Today we talked about layers, shapes, and multi-board projects on IRC - again. This is a summary of what we talked about.

Layers

PCB currently has drawing layers and a simple stackup. The stackup (layer groups) turns the drawing layers into copper layers, and that's about it. We need to expand the drawing layers to include things like silk, paste, etc. but have a stackup that can manage them efficiently. Thus:

• Each drawing layer has a set of attributes attached to it, such as type (copper, silk, mask, etc) and polarity (positive, negative).
• The stackup defines stackup-related groups of drawing layers, and may override their attributes with stackup-specific attributes. For example, a bottom-copper might be referenced as a top-silk.

So, the user can define a drawing layer with a purpose, or more complex boards may use the stackup as a meta-definition of the whole project. Also, multiple stackups should be allowed, for example, a "stackup" for assembly drawings or documentation might differ from one for manufacturing, or one for simulation.

The stackup might need to have, or imply, or even have as a hidden layer, some form of composite layer that merges other layers in the stackup. For example, a series of positive/negative/positive silk layers might be used to make text-in-box or complex ground planes, but internally, it would be easier to work with one canonical layer when you're editing other parts of the board.

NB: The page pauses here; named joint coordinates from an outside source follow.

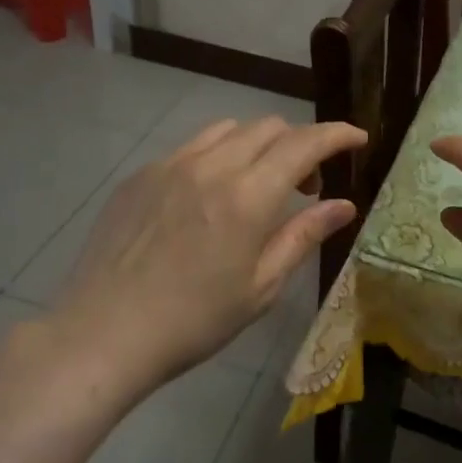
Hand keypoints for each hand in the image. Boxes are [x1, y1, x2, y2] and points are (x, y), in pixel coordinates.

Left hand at [37, 117, 366, 400]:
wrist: (103, 334)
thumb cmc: (193, 321)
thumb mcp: (261, 286)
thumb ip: (304, 236)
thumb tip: (345, 205)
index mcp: (247, 196)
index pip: (304, 143)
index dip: (337, 134)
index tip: (357, 139)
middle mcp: (211, 166)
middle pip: (268, 128)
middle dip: (299, 145)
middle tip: (305, 187)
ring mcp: (170, 165)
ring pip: (228, 130)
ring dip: (258, 146)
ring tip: (257, 186)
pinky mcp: (140, 175)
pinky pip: (191, 147)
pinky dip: (218, 156)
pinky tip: (209, 197)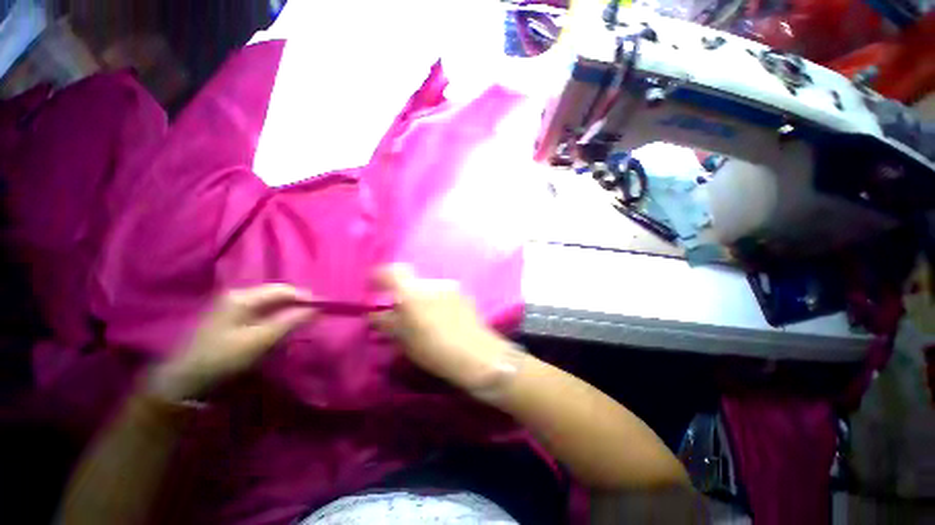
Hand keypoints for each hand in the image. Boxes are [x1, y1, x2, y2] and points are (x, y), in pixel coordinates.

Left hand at [148, 284, 316, 400]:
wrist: (184, 379)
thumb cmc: (223, 358)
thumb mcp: (260, 341)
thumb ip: (289, 322)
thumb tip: (315, 309)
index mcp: (242, 297)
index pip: (282, 290)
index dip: (305, 297)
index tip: (323, 307)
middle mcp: (237, 295)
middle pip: (276, 295)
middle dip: (296, 305)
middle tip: (312, 317)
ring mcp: (231, 305)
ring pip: (269, 303)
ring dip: (286, 312)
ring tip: (299, 323)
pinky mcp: (229, 317)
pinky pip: (260, 312)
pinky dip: (274, 318)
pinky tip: (279, 329)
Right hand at [371, 264, 509, 390]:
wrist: (475, 353)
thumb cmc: (434, 349)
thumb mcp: (404, 340)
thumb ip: (387, 323)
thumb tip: (375, 315)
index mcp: (413, 293)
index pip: (392, 272)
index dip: (380, 276)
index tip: (374, 286)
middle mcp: (432, 284)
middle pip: (412, 283)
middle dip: (404, 295)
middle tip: (402, 314)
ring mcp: (450, 287)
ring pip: (428, 289)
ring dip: (422, 300)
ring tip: (425, 321)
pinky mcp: (463, 294)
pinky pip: (443, 294)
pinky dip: (437, 302)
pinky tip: (442, 320)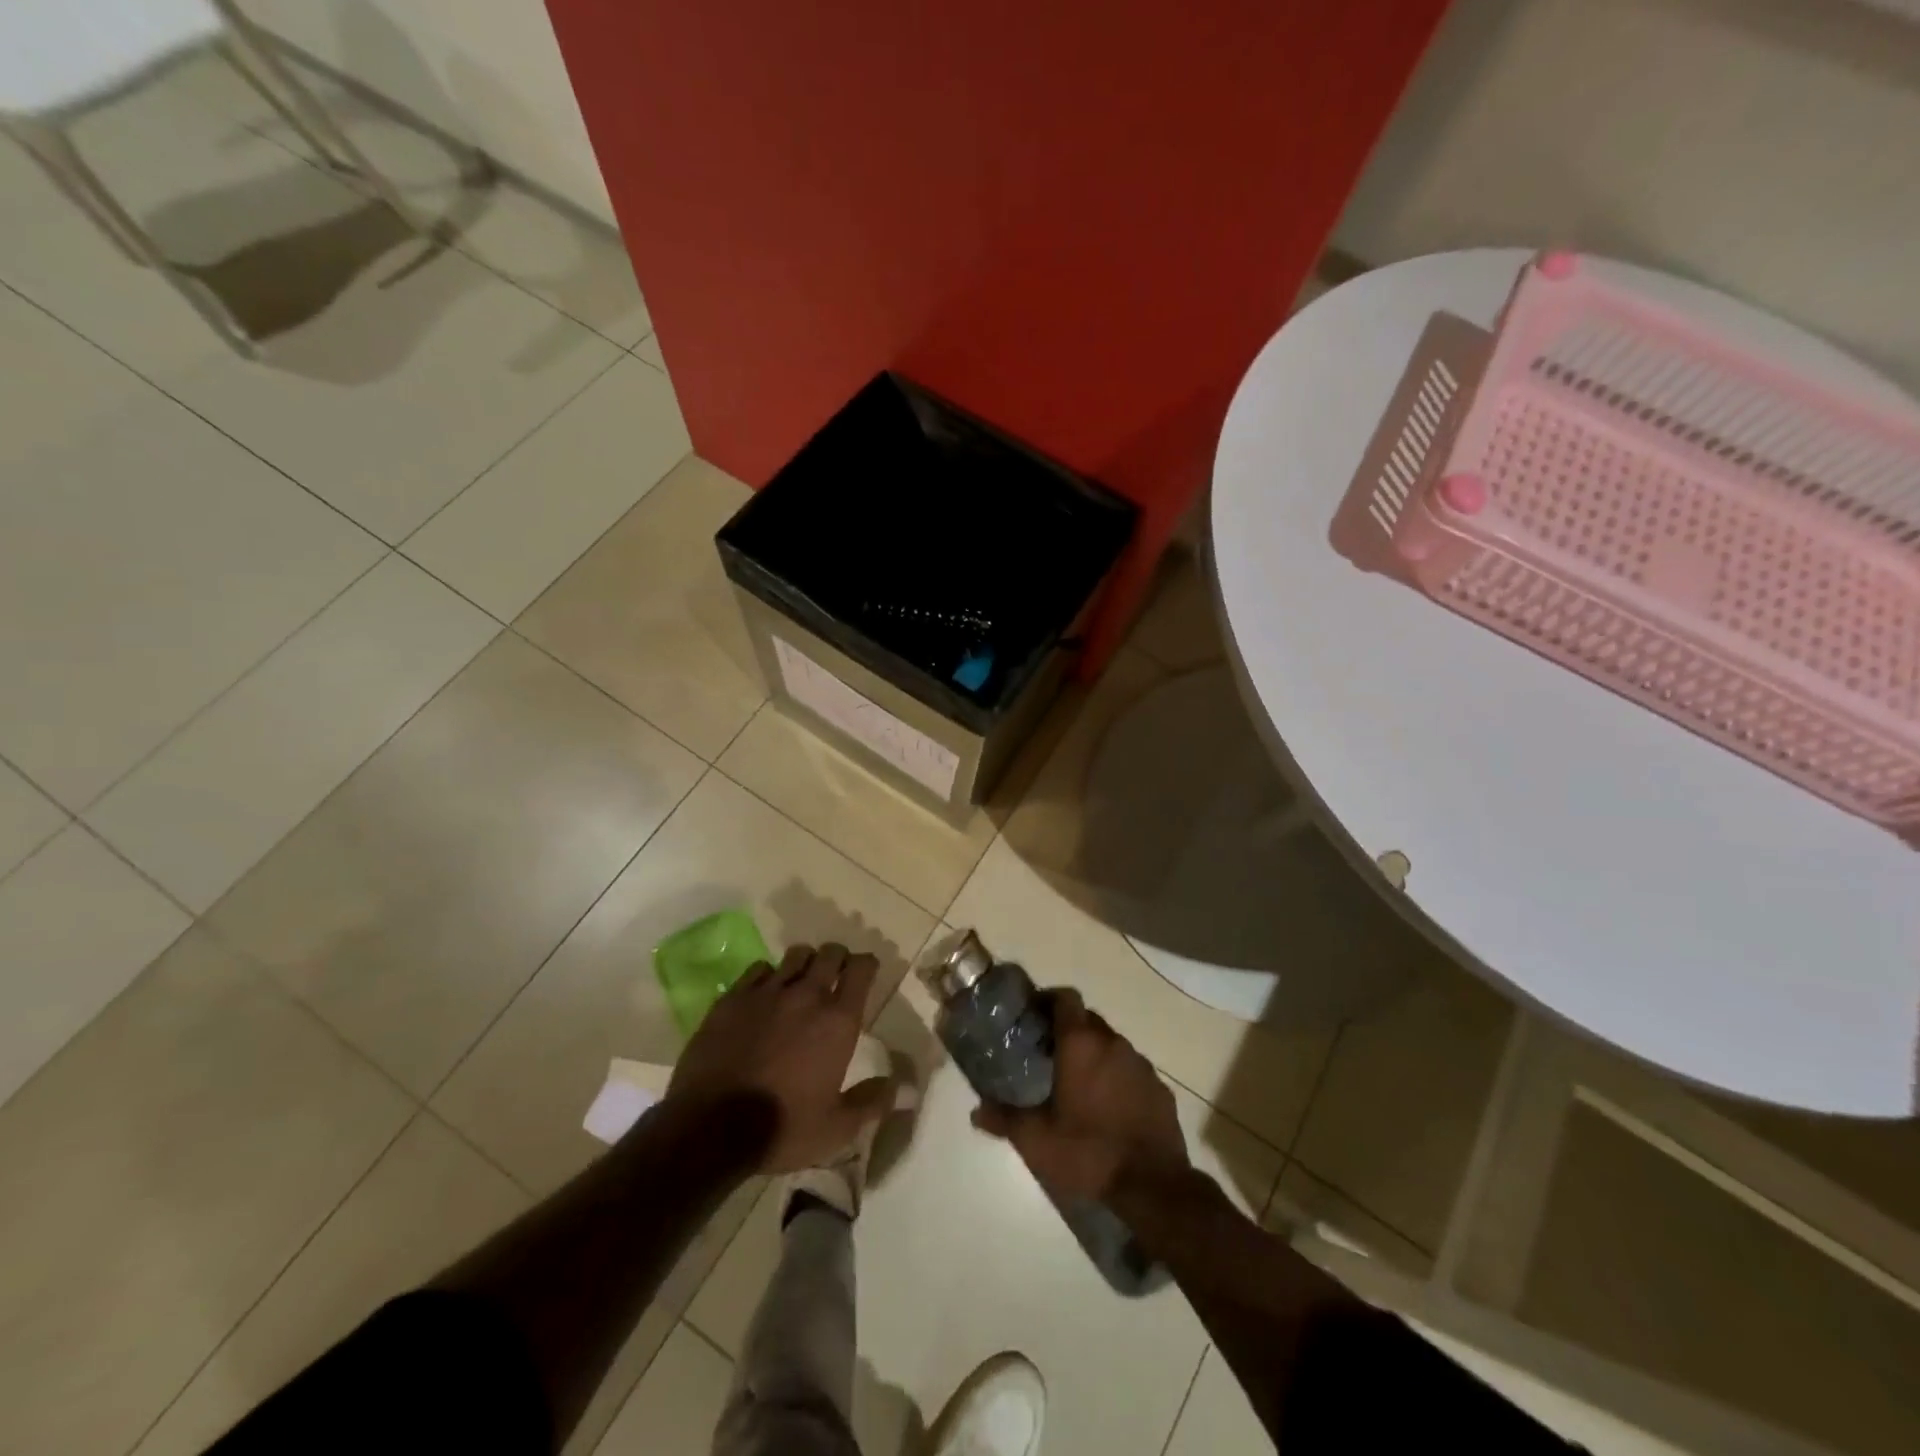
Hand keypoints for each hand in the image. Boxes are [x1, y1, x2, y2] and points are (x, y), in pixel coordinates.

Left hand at [667, 943, 895, 1172]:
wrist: (710, 1128)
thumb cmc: (782, 1128)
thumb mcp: (836, 1128)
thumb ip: (873, 1102)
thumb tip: (906, 1089)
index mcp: (838, 1021)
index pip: (862, 969)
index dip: (867, 965)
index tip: (866, 972)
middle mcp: (806, 995)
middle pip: (830, 953)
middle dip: (838, 958)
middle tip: (836, 974)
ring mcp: (766, 992)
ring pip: (795, 955)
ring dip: (805, 963)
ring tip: (801, 979)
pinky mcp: (733, 998)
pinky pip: (758, 969)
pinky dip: (768, 975)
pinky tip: (765, 994)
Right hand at [971, 989, 1188, 1201]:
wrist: (1153, 1186)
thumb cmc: (1088, 1152)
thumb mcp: (1036, 1140)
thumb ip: (1005, 1119)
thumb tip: (976, 1111)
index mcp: (1081, 1043)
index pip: (1065, 997)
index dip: (1049, 1000)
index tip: (1034, 1016)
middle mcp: (1112, 1043)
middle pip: (1088, 1019)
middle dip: (1069, 1030)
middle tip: (1049, 1054)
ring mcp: (1141, 1064)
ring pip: (1111, 1045)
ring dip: (1094, 1055)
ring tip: (1078, 1083)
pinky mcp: (1160, 1088)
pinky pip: (1132, 1071)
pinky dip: (1118, 1078)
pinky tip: (1108, 1107)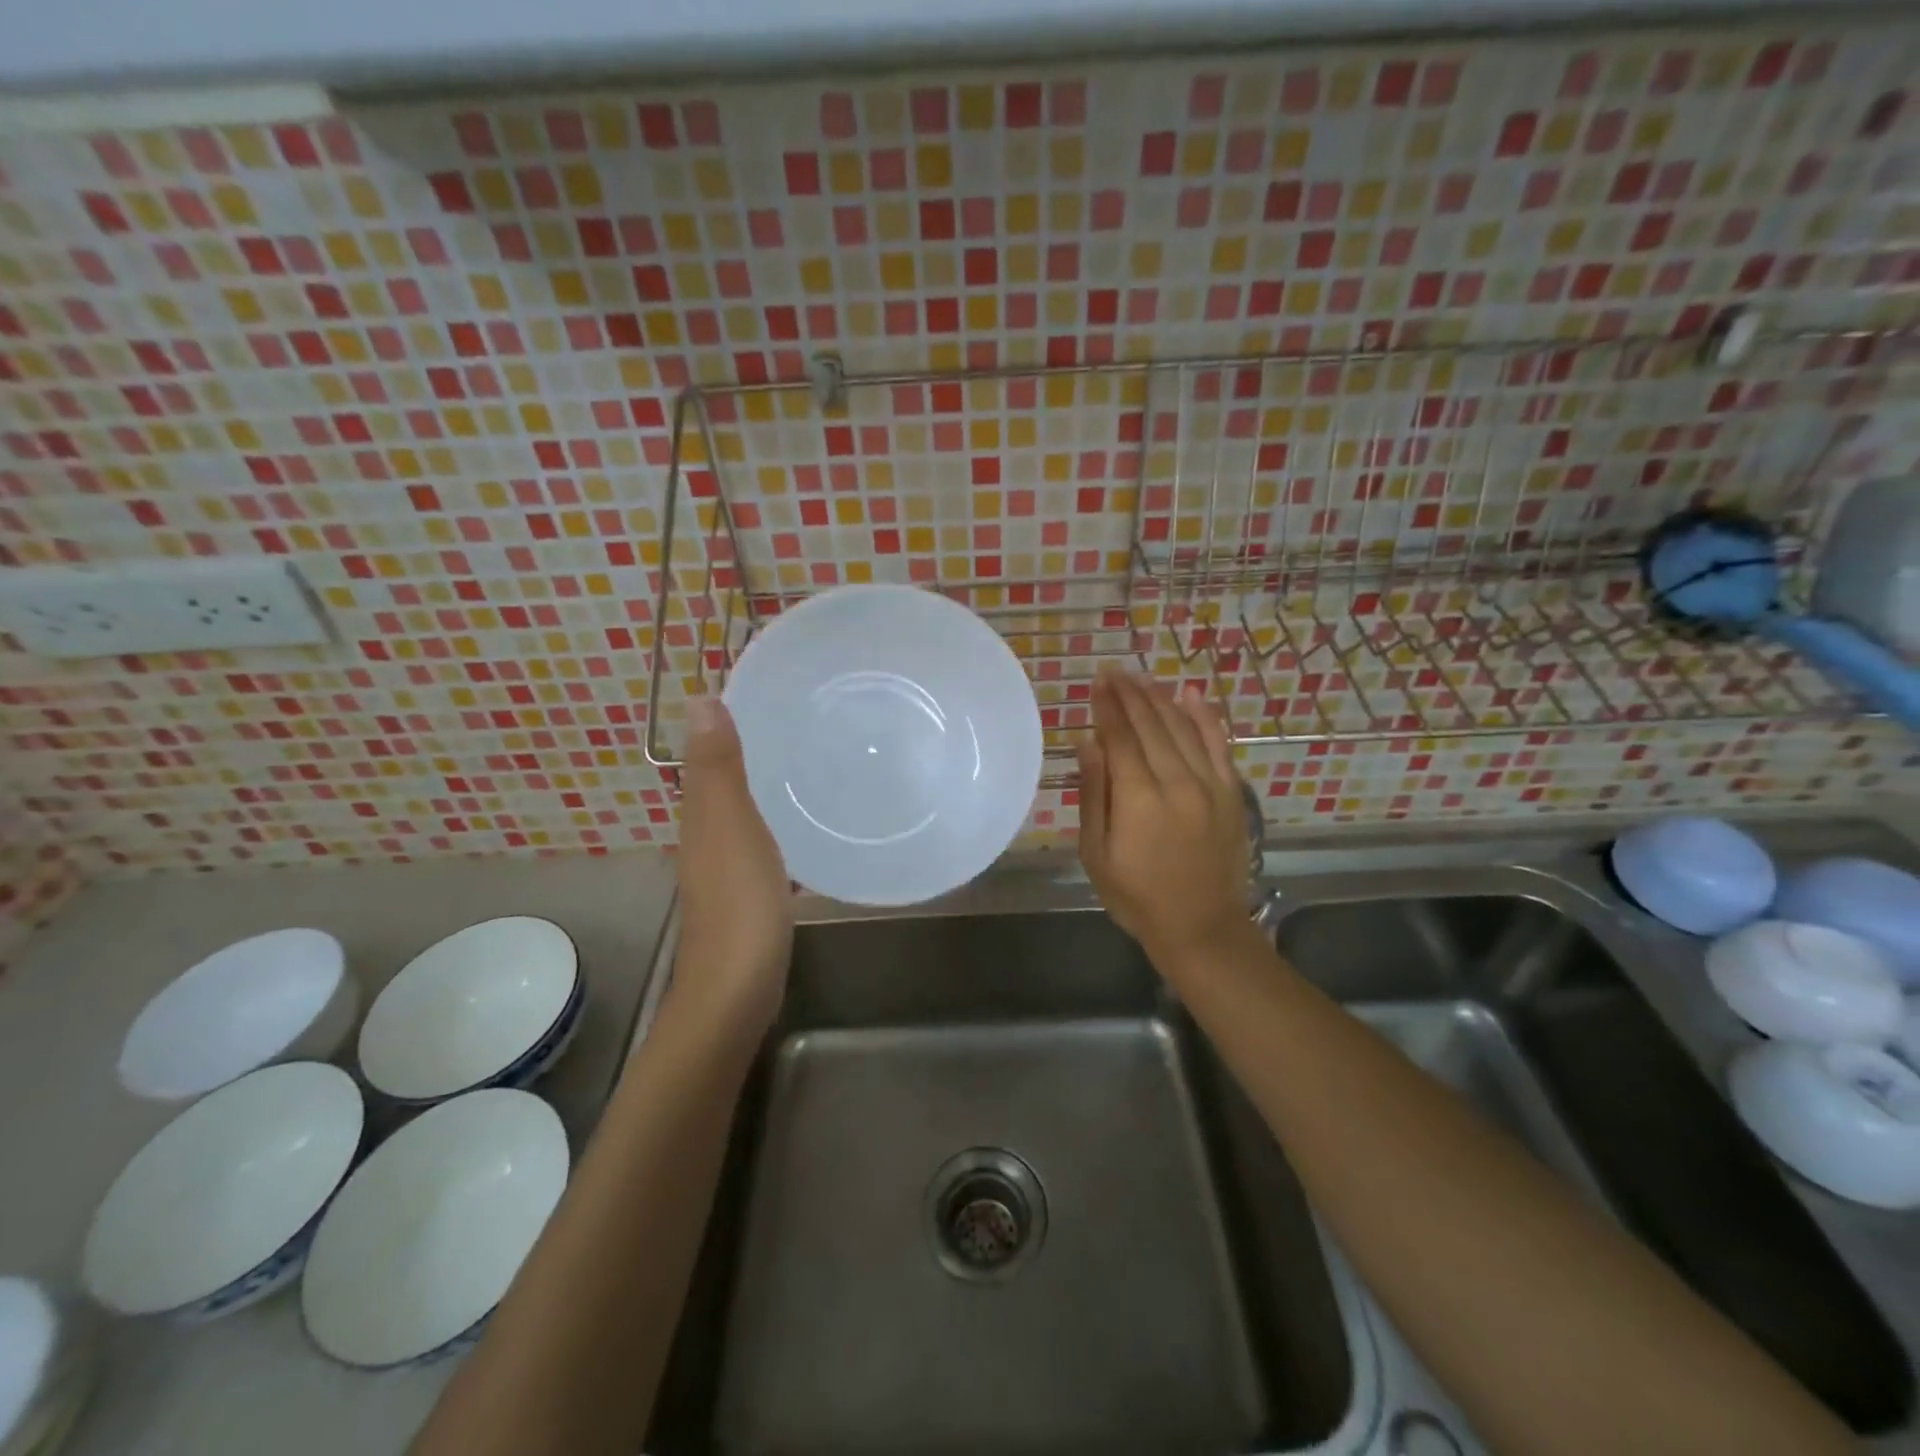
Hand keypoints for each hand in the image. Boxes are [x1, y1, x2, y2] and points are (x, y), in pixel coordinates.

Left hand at [673, 696, 792, 1037]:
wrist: (737, 989)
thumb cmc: (739, 903)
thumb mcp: (731, 827)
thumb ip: (718, 768)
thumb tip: (698, 698)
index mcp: (701, 816)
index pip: (708, 755)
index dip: (727, 722)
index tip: (767, 691)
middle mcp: (708, 837)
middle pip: (725, 781)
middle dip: (754, 749)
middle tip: (802, 719)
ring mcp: (728, 868)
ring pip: (745, 812)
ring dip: (767, 786)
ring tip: (813, 760)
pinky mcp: (752, 893)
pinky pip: (765, 842)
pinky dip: (779, 823)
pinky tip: (809, 824)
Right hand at [1076, 670, 1251, 967]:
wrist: (1202, 927)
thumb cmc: (1137, 896)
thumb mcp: (1097, 853)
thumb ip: (1094, 795)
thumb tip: (1089, 743)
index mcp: (1139, 799)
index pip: (1119, 737)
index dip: (1106, 706)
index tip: (1096, 681)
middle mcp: (1176, 782)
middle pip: (1150, 725)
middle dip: (1129, 694)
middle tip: (1113, 670)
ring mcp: (1209, 785)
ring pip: (1182, 727)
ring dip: (1159, 698)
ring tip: (1140, 677)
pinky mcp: (1231, 793)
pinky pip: (1219, 744)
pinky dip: (1204, 716)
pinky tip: (1190, 693)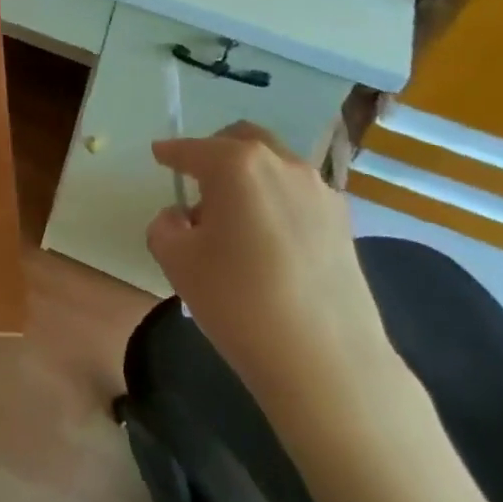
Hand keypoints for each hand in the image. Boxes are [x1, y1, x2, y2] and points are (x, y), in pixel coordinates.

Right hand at [147, 123, 396, 417]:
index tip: (159, 155)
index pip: (193, 149)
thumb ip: (166, 227)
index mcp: (236, 165)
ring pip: (274, 166)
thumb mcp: (177, 262)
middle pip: (242, 141)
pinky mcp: (344, 223)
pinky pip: (298, 195)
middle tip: (197, 181)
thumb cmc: (239, 301)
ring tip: (233, 220)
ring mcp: (320, 192)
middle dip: (215, 153)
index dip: (171, 153)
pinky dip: (275, 201)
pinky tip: (268, 240)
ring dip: (248, 178)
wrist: (326, 360)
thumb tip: (182, 217)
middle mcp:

We may want to rename drawing layers as sketches, which some other CAD programs do.

Shapes

PCB currently defines the outline by a series of traces on a magic layer. It would be better to define the outline using a polygon, assuming "polygon" can be extended to include arcs as well as straight edges, and/or bezier curves.

Holes in the board could be defined by more polygons, or by arcs/lines. For example, slots for component tabs are usually milled slots, and are best represented by a round-ended line (like a trace), but a large square cutout is best described by a polygon, regardless of how it's cut out (milled, stamped, or laser). Note that while lines and arcs might be more "natural" for the user to work with (such as a milled slot), internally PCB may create a meta-layer where all such objects are converted from stroked (lines/arcs) to outline (polygon) format, to simplify code elsewhere in PCB.

Cutouts may be through the whole PCB, or only partially through, much like blind/buried vias are. Example: blind or buried components.

Also, shapes may used to define PCBs that are more complex than just "a square board", such as flex pcbs, daughterboards, submodules, etc. Such shapes cause the definition of "top" and "bottom" to change depending on the location.

Multi-board Projects

Currently, PCB edits one pcb at a time, and while schematics support heirarchy and multi-page projects, there's no way to turn that into a single editing session that spans multiple boards.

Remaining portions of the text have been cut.